(Information supplied Opens)

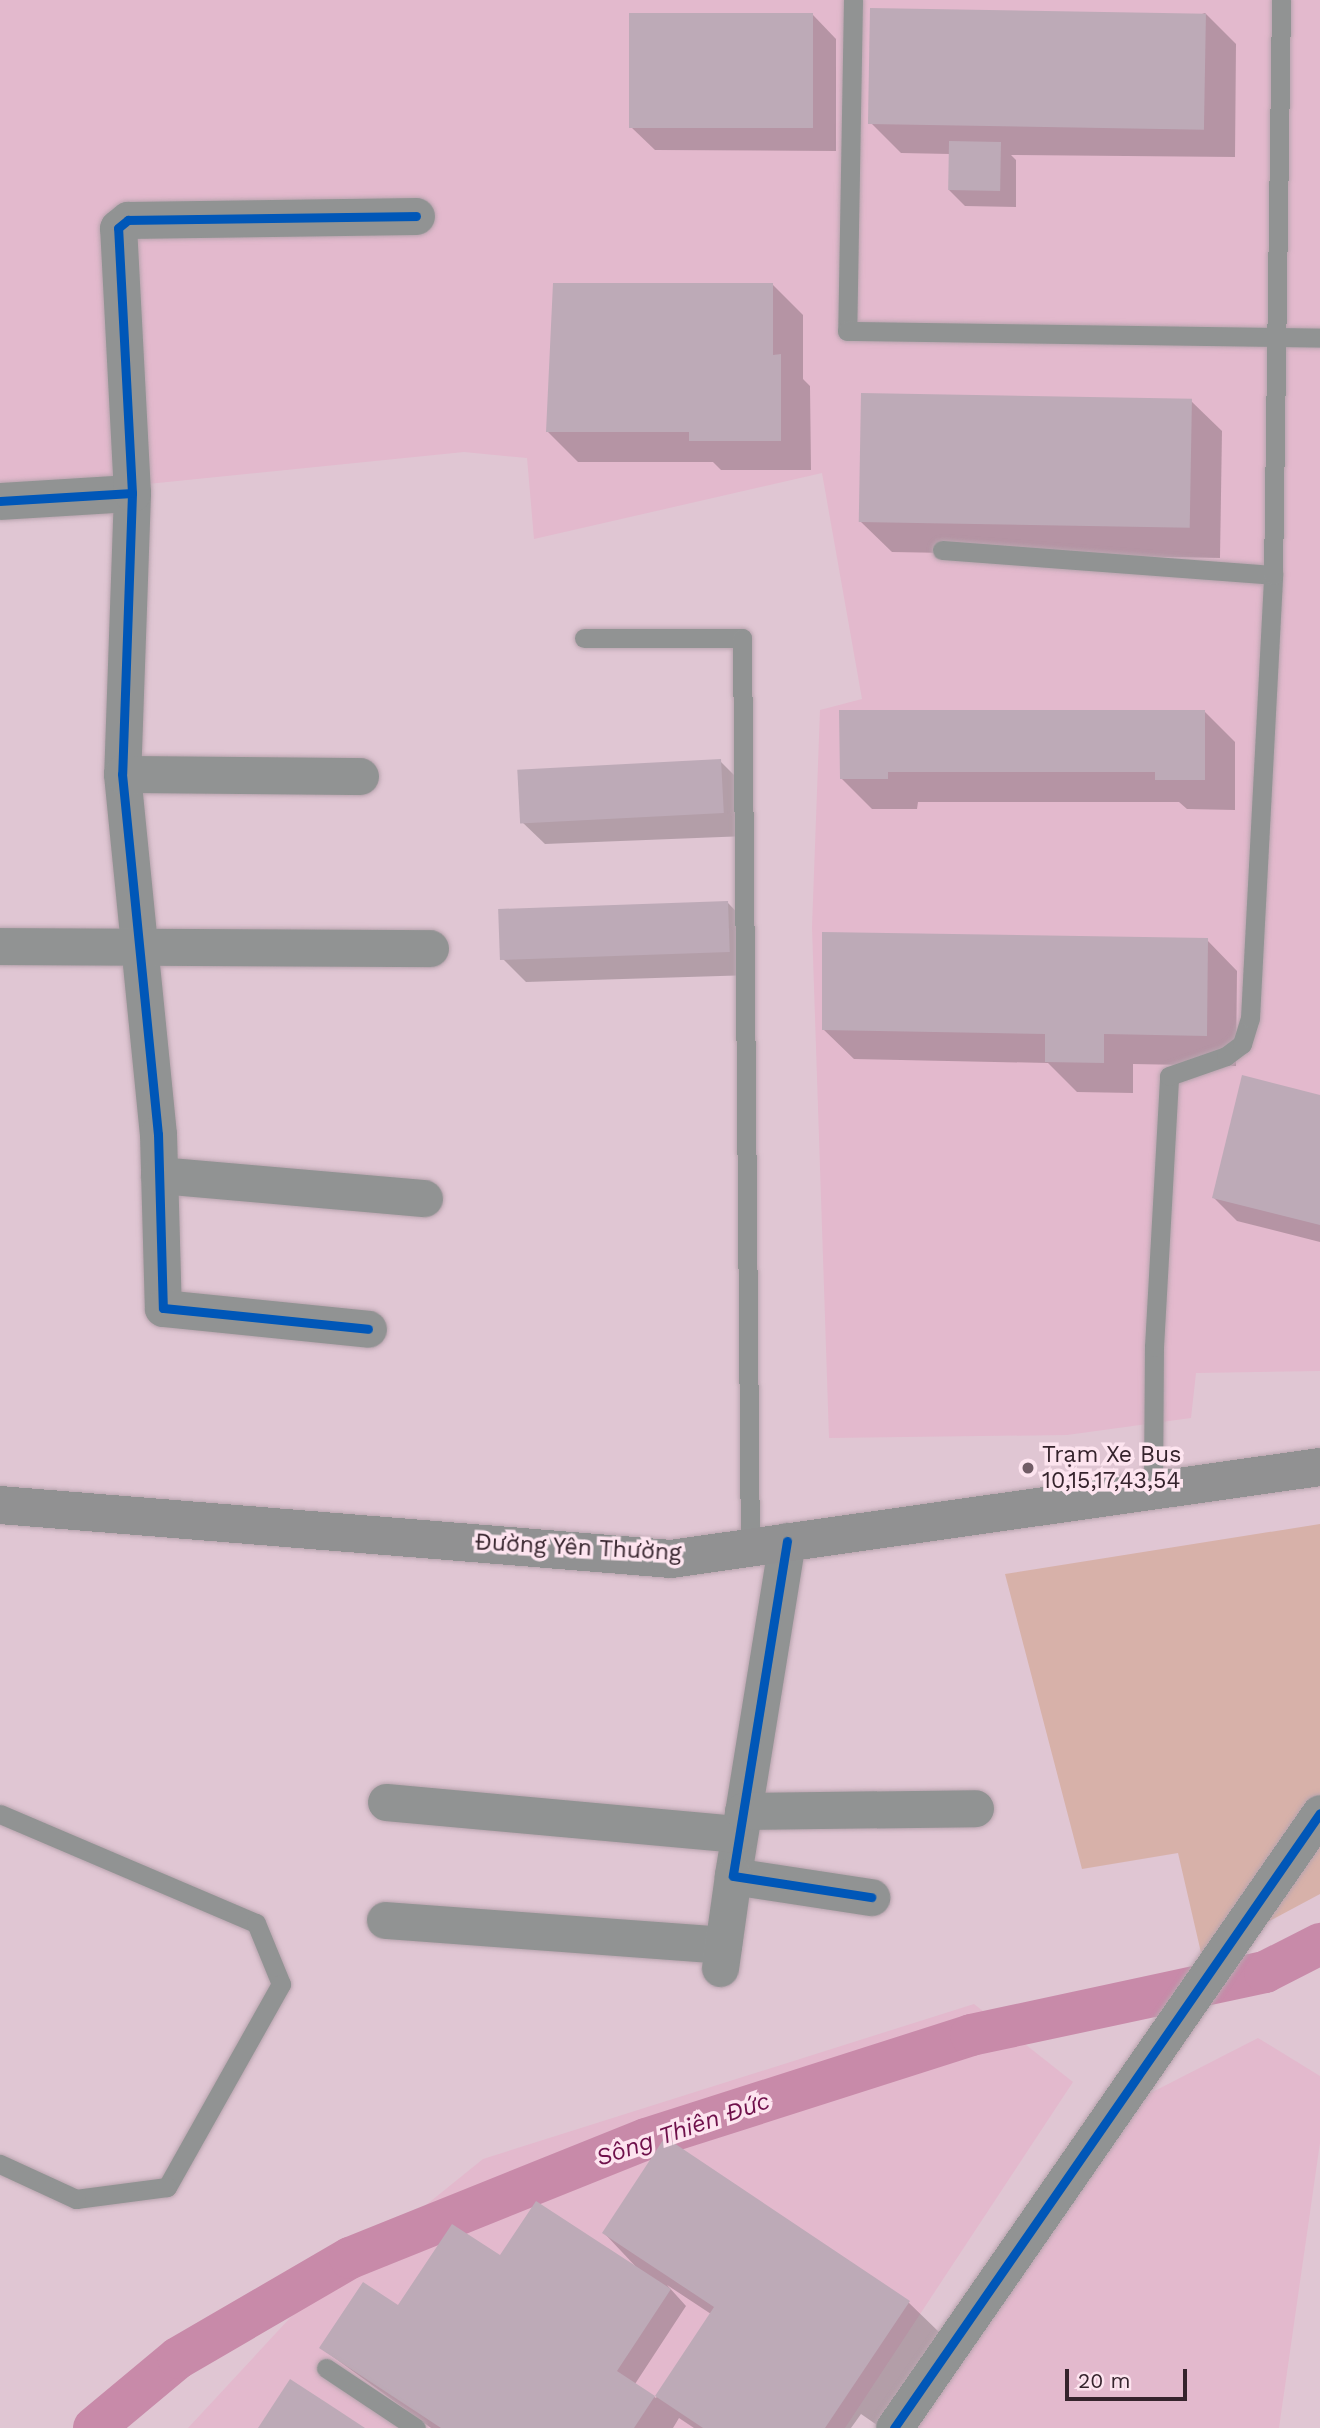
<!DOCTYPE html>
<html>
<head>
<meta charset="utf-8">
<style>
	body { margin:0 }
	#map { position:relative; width:1320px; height:2428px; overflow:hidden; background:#e0c6d3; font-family:"Work Sans",sans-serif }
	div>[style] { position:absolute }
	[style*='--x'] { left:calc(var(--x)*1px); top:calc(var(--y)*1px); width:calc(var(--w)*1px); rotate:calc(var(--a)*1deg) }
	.built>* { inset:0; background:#e3b9cd }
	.green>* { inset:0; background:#d7b1a9 }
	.shadow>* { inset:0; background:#0003 }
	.canal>* { height:42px; margin:-21px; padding:0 21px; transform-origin:21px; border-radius:21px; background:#c88aa9 }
	.building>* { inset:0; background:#bdaab7; transform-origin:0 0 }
	.roads { filter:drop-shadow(0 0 2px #b8a4ae) drop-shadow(0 0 2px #b8a4ae) }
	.service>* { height:19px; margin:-9.5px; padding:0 9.5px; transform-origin:9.5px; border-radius:9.5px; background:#919393 }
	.minor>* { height:37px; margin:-18.5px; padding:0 18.5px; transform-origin:18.5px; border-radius:18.5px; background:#919393 }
	.secondary>* { height:38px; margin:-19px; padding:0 19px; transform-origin:19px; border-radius:19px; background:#919192 }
	.cycleway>* { height:9px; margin:-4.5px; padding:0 4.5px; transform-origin:4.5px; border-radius:4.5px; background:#0057b8 }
	.dots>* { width:19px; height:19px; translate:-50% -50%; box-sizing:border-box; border:4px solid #fde4ef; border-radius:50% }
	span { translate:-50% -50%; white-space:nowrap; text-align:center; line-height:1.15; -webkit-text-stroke:7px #fde4ef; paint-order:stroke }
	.poi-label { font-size:23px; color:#35232c }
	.left { translate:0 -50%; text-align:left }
	.street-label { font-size:23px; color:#35232c }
	.water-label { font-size:24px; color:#6f114b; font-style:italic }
	.scale { position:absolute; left:1065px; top:2369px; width:122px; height:32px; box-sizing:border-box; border:4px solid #35232c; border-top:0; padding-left:9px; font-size:21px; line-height:24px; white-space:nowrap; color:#35232c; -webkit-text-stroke:5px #fde4ef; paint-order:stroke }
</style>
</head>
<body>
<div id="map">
	<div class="built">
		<i style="clip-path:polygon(0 0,1320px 0,1320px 1371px,1196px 1373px,1191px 1418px,1067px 1435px,829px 1438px,812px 927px,820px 710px,862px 699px,822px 473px,534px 539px,527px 458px,464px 452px,0 499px)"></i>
		<i style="clip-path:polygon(974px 2004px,1073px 2082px,845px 2428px,188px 2428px,302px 2305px,483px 2159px)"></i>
		<i style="clip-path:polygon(1258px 2038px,1320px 2076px,1320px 2143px,1279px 2428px,916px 2428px,1133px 2102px)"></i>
	</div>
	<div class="green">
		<i style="clip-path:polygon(1320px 1524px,1320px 1894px,1202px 1957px,1178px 1853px,1082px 1869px,1005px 1574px)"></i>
	</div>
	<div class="shadow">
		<i style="clip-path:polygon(1205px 13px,1236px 44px,1235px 157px,1011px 155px,1016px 160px,1016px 207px,965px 206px,949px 190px,950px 154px,901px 153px,871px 123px)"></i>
		<i style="clip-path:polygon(813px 15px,836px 39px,836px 151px,655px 150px,631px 127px)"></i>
		<i style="clip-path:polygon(772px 284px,803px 315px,803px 379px,810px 386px,811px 470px,721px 470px,713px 462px,578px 462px,548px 432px)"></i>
		<i style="clip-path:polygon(1191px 401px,1222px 431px,1220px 558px,892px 552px,861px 522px)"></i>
		<i style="clip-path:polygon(1205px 712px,1235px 742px,1235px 810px,1187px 809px,1179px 802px,918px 802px,917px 809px,872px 809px,841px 778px)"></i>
		<i style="clip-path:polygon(720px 761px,744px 785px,747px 836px,545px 844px,521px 821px)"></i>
		<i style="clip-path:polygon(728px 903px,751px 927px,753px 975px,526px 982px,502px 958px)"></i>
		<i style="clip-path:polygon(1207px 940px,1237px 971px,1236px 1066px,1133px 1064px,1133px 1093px,1077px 1092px,1048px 1063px,854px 1059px,823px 1029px)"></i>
		<i style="clip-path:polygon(1320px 1096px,1320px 1242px,1237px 1221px,1213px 1197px)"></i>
		<i style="clip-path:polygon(evenodd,604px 2233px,908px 2302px,939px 2332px,877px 2425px,861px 2414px,851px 2428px,694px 2428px,679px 2418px,673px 2428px,431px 2428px,321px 2348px,501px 2258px,639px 2270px,604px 2233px,667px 2285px,711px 2314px,656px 2398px,635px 2384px,686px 2306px,667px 2285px)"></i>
	</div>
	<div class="canal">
		<i style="--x:94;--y:2428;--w:109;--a:-39.8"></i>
		<i style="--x:178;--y:2358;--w:199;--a:-30.2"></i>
		<i style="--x:350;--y:2258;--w:319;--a:-21.9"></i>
		<i style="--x:646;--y:2139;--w:341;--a:-17.7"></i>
		<i style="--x:971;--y:2035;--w:301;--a:-12.1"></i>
		<i style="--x:1265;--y:1972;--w:62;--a:-27"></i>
	</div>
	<div class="building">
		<i style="left:870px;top:8px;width:336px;height:116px;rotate:1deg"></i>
		<i style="left:629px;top:13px;width:184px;height:115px"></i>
		<i style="left:949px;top:141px;width:52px;height:49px;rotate:1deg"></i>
		<i style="clip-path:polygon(553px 283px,773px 283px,773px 355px,781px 354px,781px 441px,689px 441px,689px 432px,546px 432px)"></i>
		<i style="left:861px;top:393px;width:331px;height:129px;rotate:1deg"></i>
		<i style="clip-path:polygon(839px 710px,1205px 710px,1205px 780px,1155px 780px,1155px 772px,888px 772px,888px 779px,840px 779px)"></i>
		<i style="left:721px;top:759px;width:54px;height:204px;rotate:87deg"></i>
		<i style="left:728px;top:901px;width:51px;height:230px;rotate:88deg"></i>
		<i style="clip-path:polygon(822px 932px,1208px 938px,1207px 1036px,1104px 1034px,1104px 1063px,1045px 1062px,1045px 1034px,822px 1030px)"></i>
		<i style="clip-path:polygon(1242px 1075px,1320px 1095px,1320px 1225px,1212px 1198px)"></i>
		<i style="clip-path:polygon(665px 2137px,910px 2301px,825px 2428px,703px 2428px,655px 2396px,714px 2307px,602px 2233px)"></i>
		<i style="clip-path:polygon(536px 2201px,671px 2289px,617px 2371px,655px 2396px,634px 2428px,441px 2428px,319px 2348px,363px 2282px,398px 2305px,452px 2224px,500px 2255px)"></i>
		<i style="clip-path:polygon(290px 2379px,327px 2403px,365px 2428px,258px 2428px)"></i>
	</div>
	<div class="roads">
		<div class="service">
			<i style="--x:853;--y:0;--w:331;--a:91"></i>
			<i style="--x:847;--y:331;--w:473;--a:0.8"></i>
			<i style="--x:942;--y:550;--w:332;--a:4.3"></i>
			<i style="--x:584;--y:638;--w:158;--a:0"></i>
			<i style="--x:742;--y:638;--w:909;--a:89.5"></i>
			<i style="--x:1153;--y:1488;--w:141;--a:-89.6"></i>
			<i style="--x:1154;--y:1347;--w:271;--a:-86.8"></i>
			<i style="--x:1169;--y:1076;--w:60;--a:-19.3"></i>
			<i style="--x:1226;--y:1056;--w:20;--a:-37"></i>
			<i style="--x:1242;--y:1044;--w:27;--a:-73"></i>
			<i style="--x:1250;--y:1018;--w:444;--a:-87"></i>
			<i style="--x:1273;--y:575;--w:575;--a:-89.2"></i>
			<i style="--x:0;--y:1814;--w:278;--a:23.1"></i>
			<i style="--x:256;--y:1923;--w:66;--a:67.7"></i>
			<i style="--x:281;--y:1984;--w:233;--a:119.3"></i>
			<i style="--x:167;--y:2187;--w:92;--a:172.5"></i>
			<i style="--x:76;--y:2199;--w:84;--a:-155.3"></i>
			<i style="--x:326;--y:2368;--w:108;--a:33.7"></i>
		</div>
		<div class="minor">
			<i style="--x:132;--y:493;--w:281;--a:92"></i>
			<i style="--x:122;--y:774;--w:362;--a:84.3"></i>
			<i style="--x:158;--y:1134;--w:174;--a:88.4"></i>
			<i style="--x:163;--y:1308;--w:206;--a:5.8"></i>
			<i style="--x:0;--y:501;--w:132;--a:-3.5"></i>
			<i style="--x:132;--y:493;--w:265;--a:-93"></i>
			<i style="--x:118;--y:228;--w:13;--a:-39"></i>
			<i style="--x:128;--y:220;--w:288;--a:-0.8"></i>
			<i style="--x:122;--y:774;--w:238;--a:0.5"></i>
			<i style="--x:0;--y:946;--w:430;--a:0.3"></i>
			<i style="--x:159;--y:1175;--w:266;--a:5"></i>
			<i style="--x:787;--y:1541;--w:339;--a:99.2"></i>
			<i style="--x:733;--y:1876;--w:140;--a:8.7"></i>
			<i style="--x:386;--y:1802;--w:354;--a:5.2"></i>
			<i style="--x:743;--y:1811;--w:232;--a:-0.7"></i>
			<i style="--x:385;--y:1920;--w:339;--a:4.2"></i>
			<i style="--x:720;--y:1968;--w:93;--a:-82"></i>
			<i style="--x:894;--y:2428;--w:748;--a:-55.29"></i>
		</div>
		<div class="secondary">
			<i style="--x:0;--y:1505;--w:673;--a:4.6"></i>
			<i style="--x:671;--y:1559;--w:655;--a:-8.07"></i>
		</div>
	</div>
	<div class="cycleway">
		<i style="--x:132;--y:493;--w:281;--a:92"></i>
		<i style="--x:122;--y:774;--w:362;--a:84.3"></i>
		<i style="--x:158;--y:1134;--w:174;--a:88.4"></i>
		<i style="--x:163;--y:1308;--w:206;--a:5.8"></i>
		<i style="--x:0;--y:501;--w:132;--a:-3.5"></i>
		<i style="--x:132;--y:493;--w:265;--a:-93"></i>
		<i style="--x:118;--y:228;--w:13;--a:-39"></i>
		<i style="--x:128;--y:220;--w:288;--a:-0.8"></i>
		<i style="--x:787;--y:1541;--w:339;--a:99.2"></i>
		<i style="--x:733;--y:1876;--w:140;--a:8.7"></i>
		<i style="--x:894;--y:2428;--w:748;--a:-55.29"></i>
	</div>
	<div class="dots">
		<i style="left:1028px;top:1468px;background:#715c66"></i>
	</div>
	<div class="poi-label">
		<span class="left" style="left:1042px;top:1468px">Trạm Xe Bus<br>10,15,17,43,54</span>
	</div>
	<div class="street-label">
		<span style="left:578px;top:1548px;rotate:3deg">Đường Yên Thường</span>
	</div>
	<div class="water-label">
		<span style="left:683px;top:2130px;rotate:-19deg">Sông Thiên Đức</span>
	</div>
	<div class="scale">20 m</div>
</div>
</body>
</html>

(Information supplied Closes)

Exercise: Look through the entries for lines containing the word "service" and return each one.

Written solution:
	.service>* { height:19px; margin:-9.5px; padding:0 9.5px; transform-origin:9.5px; border-radius:9.5px; background:#919393 }
		<div class="service">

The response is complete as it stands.